Your objective: Wherever a line of the records contains "async", copy that line.
====
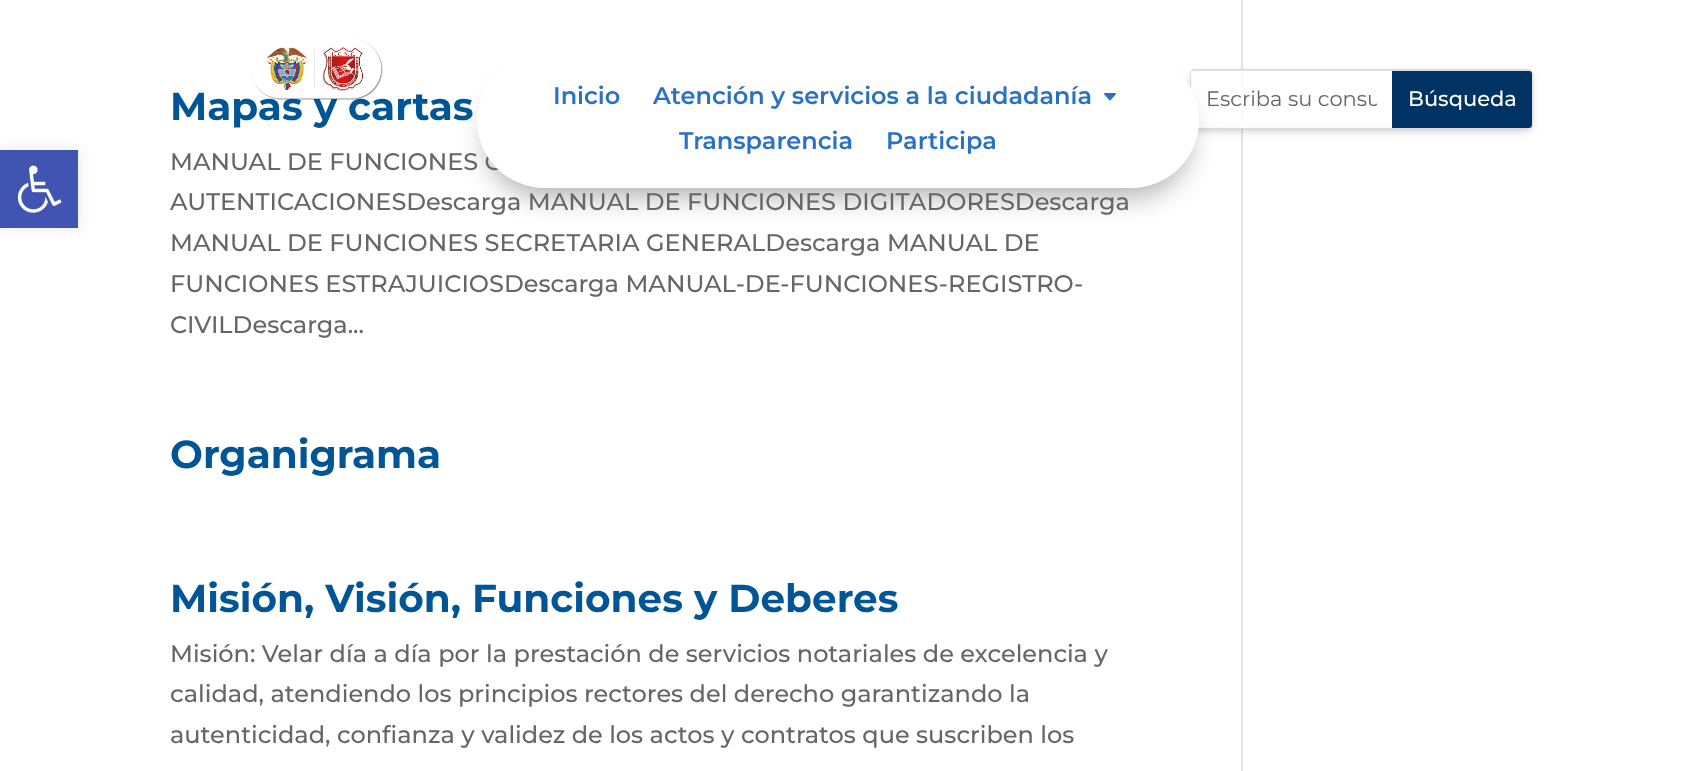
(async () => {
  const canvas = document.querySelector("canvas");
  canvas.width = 1695;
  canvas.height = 771;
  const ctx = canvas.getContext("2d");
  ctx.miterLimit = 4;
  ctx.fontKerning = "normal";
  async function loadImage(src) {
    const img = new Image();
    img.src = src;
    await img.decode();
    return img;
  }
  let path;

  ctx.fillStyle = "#ffffff";
  ctx.fillRect(0, 0, 1695, 771);
  ctx.fillStyle = "rgba(0, 0, 0, 0.1)";
  ctx.filter = "blur(7.5px)";
  ctx.beginPath();
  ctx.rect(0, 150, 78, 78);
  ctx.fill();
  ctx.filter = "none";
  ctx.fillStyle = "#4054b2";
  ctx.fillRect(0, 150, 78, 78);
  ctx.drawImage(await loadImage("img/1.png"), 17, 165, 45, 48);
  ctx.fillStyle = "#e2e2e2";
  ctx.fillRect(1241, 0, 2, 771);
  ctx.save();
  path = new Path2D("M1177 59H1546V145H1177ZM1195 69H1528C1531 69 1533 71 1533 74V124C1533 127 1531 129 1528 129H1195C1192 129 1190 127 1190 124V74C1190 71 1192 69 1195 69Z");
  ctx.clip(path, "evenodd");
  ctx.fillStyle = "rgba(0, 0, 0, 0.3)";
  ctx.filter = "blur(5px)";
  ctx.beginPath();
  ctx.roundRect(1193, 75, 337, 54, 1.5);
  ctx.fill();
  ctx.filter = "none";
  ctx.restore();
  ctx.beginPath();
  ctx.roundRect(1191, 70, 341, 58, 4);
  ctx.strokeStyle = "#dddddd";
  ctx.lineWidth = 2;
  ctx.stroke();
  ctx.fillStyle = "rgba(255, 255, 255, 0.84)";
  ctx.beginPath();
  ctx.roundRect(1191, 71, 341, 57, 3);
  ctx.fill();
  ctx.fillStyle = "rgba(0, 0, 0, 0.3)";
  ctx.filter = "blur(13.5px)";
  ctx.beginPath();
  ctx.roundRect(486, 80, 704, 117, 58.5);
  ctx.fill();
  ctx.filter = "none";
  ctx.fillStyle = "#003363";
  ctx.beginPath();
  ctx.roundRect(1392, 71, 140, 57, [0, 3, 3, 0]);
  ctx.fill();
  ctx.save();
  ctx.beginPath();
  ctx.rect(1206, 86, 171, 27);
  ctx.clip();
  ctx.font = "100 21px 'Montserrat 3'";
  ctx.fillStyle = "#666666";
  ctx.fillText("Escriba su consu", 1206, 106);
  ctx.restore();
  ctx.font = "100 21px 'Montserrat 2'";
  ctx.fillStyle = "#ffffff";
  ctx.fillText("Búsqueda", 1408, 106);
  ctx.font = "100 39px Montserrat";
  ctx.fillStyle = "#005596";
  ctx.fillText("Mapas y cartas", 170, 120);
  ctx.drawImage(await loadImage("img/2.png"), 251, 39, 132, 61);
  ctx.font = "100 24px 'Montserrat 2'";
  ctx.fillStyle = "#666666";
  ctx.fillText("MANUAL DE FUNCIONES C", 170, 170);
  ctx.fillStyle = "#ffffff";
  ctx.beginPath();
  ctx.roundRect(477, 53, 722, 135, 67.5);
  ctx.fill();
  ctx.font = "100 24px 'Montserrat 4'";
  ctx.fillStyle = "#2971c4";
  ctx.fillText("Participa", 886, 149);
  ctx.fillText("Transparencia", 679, 149);
  ctx.drawImage(await loadImage("img/3.png"), 1104, 93, 12, 8);
  ctx.fillText("Atención y servicios a la ciudadanía", 653, 104);
  ctx.fillText("Inicio", 553, 104);
  ctx.font = "100 24px 'Montserrat 2'";
  ctx.fillStyle = "#666666";
  for (const [text, x, y] of [
    ["AUTENTICACIONESDescarga MANUAL DE FUNCIONES DIGITADORESDescarga", 170, 210],
    ["MANUAL DE FUNCIONES SECRETARIA GENERALDescarga MANUAL DE", 170, 251],
    ["FUNCIONES ESTRAJUICIOSDescarga MANUAL-DE-FUNCIONES-REGISTRO-", 170, 292],
    ["CIVILDescarga...", 170, 333],
  ]) {
    ctx.fillText(text, x, y);
  }
  ctx.font = "100 39px Montserrat";
  ctx.fillStyle = "#005596";
  ctx.fillText("Organigrama", 170, 468);
  ctx.fillText("Misión, Visión, Funciones y Deberes", 170, 612);
  ctx.font = "100 24px 'Montserrat 2'";
  ctx.fillStyle = "#666666";
  for (const [text, x, y] of [
    ["Misión: Velar día a día por la prestación de servicios notariales de excelencia y", 170, 662],
    ["calidad, atendiendo los principios rectores del derecho garantizando la", 170, 702],
    ["autenticidad, confianza y validez de los actos y contratos que suscriben los", 170, 743],
  ]) {
    ctx.fillText(text, x, y);
  }
})();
====
Task result:
(async () => {
  async function loadImage(src) {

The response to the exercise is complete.